_EXERCISE INSTRUCTIONS_:
Only a number is expected: how many lines in these records mention the word "Santa"?

_DATASET RECORDS_:
—————

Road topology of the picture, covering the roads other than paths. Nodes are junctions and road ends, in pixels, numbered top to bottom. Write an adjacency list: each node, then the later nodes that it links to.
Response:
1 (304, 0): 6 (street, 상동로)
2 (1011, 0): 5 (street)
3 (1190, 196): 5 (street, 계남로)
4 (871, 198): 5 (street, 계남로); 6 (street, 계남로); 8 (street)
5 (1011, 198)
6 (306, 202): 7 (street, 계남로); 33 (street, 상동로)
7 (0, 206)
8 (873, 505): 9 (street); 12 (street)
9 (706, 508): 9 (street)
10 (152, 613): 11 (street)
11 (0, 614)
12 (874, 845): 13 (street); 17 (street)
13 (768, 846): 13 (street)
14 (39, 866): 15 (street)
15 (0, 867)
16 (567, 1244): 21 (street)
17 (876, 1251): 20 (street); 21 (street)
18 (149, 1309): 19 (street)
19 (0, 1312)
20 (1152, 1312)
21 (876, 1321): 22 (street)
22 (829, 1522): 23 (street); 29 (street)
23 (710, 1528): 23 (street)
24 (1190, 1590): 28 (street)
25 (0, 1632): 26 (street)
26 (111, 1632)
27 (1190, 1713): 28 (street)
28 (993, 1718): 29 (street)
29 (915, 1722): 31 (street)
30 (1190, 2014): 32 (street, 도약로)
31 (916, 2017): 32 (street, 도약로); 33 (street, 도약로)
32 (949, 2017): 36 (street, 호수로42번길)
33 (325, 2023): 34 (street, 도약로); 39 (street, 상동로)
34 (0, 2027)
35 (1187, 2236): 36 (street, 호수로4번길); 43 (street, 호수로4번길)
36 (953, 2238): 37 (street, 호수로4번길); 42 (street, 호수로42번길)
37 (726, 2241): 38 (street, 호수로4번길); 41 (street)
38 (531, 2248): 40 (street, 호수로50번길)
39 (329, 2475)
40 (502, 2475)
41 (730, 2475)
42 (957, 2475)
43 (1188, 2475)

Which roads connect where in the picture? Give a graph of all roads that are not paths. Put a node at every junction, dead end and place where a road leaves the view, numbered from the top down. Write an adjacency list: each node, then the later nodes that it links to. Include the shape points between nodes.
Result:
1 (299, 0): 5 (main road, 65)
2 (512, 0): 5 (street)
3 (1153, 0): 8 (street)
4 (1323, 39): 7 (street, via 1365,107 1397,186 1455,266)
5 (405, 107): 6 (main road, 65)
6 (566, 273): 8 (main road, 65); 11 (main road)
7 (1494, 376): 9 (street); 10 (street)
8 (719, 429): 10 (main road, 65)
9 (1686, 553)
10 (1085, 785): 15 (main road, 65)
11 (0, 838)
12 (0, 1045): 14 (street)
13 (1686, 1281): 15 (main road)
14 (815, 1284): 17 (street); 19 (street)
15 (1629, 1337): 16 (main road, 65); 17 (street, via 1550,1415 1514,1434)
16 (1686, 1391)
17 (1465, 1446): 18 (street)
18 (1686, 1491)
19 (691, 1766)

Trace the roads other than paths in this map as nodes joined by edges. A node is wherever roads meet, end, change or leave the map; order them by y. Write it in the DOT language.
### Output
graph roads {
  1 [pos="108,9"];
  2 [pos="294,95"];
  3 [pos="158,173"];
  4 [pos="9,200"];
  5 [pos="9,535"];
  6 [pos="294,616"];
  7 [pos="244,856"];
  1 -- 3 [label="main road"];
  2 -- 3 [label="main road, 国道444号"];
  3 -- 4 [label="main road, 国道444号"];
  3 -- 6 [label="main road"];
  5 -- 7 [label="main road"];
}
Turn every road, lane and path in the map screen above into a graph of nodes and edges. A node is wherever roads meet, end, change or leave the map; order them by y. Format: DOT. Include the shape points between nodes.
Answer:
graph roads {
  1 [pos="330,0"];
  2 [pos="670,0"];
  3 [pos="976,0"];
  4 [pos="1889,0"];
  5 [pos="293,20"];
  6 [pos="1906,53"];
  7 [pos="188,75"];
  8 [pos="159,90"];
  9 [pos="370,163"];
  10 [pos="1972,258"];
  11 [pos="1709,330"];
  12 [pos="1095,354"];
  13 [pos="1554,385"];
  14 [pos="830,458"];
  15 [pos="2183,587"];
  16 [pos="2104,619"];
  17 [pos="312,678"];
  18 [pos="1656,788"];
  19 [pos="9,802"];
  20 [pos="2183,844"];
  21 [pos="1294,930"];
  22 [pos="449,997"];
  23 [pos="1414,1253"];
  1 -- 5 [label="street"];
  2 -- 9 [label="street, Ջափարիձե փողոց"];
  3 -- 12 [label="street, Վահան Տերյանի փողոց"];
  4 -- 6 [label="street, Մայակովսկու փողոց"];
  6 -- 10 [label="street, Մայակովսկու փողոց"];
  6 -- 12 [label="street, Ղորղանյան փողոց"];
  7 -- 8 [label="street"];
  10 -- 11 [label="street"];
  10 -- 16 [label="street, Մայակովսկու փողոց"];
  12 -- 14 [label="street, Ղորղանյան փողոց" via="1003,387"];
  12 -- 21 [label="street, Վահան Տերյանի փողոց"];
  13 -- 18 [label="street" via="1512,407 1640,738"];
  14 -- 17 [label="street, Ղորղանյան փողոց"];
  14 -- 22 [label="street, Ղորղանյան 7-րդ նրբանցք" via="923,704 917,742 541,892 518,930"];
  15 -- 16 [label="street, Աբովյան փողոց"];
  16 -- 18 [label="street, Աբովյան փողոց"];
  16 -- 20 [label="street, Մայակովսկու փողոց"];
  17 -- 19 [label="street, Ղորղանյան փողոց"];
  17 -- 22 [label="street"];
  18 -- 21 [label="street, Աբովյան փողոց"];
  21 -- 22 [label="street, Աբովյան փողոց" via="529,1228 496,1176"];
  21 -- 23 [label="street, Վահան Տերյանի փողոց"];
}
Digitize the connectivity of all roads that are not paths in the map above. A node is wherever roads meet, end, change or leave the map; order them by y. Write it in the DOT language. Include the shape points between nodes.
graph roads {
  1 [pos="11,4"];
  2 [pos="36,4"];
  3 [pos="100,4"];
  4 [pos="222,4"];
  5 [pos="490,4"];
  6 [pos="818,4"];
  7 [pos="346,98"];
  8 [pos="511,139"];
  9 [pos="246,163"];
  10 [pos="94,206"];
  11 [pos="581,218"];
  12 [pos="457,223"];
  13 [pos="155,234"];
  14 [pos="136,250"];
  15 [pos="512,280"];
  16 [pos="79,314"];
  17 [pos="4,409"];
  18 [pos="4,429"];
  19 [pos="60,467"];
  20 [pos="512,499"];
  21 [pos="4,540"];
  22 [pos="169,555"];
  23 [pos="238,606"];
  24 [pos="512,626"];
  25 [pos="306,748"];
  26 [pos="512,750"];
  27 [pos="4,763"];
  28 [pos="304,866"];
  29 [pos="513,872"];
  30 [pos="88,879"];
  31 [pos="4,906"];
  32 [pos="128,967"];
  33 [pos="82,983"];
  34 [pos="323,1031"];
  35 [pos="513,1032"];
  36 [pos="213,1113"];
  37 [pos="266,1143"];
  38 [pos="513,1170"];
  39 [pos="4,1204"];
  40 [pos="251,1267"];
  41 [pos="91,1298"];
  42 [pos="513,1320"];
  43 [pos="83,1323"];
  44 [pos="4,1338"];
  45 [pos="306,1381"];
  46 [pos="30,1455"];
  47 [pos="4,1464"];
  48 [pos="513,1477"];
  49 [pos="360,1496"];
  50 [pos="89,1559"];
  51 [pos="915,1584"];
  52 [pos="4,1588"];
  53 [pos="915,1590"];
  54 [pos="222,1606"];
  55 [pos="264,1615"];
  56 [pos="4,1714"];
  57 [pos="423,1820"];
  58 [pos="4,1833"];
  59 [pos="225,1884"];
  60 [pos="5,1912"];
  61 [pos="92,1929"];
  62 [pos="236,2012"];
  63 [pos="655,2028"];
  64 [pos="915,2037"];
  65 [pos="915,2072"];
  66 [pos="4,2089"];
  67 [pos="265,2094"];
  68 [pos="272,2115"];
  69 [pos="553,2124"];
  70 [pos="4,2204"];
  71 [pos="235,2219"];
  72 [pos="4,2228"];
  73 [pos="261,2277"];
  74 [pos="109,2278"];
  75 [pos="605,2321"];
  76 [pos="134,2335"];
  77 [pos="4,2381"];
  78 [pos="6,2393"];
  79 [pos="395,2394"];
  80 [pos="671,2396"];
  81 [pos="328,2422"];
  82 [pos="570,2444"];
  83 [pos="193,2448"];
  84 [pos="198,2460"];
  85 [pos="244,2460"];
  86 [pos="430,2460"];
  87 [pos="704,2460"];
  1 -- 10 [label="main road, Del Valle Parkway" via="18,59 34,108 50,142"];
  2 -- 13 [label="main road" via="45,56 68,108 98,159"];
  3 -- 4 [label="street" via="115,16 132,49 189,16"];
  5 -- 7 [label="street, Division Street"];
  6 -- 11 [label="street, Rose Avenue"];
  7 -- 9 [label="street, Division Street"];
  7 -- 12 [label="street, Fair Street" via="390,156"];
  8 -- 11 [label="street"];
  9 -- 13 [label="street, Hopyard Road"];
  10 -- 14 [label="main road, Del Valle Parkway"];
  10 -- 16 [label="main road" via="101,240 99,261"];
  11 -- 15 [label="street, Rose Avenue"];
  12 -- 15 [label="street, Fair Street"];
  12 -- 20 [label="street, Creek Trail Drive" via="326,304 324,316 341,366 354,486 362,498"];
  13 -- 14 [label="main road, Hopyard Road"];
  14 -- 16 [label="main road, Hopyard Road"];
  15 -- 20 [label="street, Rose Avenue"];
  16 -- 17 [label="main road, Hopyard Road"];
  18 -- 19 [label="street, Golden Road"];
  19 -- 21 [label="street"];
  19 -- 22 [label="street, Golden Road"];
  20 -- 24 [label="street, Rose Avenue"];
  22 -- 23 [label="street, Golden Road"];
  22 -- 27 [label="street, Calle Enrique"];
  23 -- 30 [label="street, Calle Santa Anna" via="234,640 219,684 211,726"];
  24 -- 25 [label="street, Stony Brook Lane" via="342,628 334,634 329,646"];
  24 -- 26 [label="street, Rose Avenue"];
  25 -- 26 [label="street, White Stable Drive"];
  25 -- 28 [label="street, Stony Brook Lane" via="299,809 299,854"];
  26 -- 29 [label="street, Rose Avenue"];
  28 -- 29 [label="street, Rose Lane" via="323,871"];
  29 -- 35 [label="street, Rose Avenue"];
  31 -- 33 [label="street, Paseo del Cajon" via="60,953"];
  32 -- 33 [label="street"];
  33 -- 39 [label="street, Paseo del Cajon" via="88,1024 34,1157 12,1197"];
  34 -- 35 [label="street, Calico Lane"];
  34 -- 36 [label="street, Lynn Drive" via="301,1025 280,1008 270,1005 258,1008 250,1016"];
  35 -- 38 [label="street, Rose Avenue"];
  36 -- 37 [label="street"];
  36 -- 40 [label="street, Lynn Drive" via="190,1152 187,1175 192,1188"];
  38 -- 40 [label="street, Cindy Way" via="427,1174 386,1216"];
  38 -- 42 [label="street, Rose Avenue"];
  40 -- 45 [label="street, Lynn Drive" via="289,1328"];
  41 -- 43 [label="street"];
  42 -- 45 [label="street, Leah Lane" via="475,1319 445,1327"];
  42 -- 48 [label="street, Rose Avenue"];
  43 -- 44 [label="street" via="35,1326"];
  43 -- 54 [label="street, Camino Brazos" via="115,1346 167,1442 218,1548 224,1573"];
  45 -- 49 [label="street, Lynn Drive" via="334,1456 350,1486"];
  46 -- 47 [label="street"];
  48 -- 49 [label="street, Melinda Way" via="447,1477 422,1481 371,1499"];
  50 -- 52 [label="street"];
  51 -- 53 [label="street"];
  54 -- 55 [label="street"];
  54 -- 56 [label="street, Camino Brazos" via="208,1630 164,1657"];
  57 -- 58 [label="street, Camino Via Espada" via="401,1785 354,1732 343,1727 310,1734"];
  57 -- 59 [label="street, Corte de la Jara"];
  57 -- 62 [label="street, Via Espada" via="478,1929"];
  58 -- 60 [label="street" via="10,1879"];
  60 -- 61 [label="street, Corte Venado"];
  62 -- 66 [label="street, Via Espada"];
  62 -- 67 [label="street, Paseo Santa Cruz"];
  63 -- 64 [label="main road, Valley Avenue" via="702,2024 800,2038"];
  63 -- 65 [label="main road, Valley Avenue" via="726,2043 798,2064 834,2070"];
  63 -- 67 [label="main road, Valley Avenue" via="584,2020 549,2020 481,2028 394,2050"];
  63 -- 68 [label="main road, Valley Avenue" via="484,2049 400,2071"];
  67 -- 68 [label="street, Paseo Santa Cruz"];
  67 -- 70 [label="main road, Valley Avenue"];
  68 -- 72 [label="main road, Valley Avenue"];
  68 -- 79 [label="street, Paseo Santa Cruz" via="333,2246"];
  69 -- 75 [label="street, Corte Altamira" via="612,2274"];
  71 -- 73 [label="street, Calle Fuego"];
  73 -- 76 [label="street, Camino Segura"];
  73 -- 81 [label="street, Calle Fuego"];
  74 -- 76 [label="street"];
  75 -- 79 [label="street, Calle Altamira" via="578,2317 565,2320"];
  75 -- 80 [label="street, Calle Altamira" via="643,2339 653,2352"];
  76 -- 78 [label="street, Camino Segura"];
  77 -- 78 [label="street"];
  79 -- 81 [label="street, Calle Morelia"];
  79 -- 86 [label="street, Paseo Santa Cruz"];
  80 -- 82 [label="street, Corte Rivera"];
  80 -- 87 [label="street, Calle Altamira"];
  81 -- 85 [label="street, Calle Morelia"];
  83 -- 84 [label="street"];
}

—————

_THE COMPLETED TASK_:
5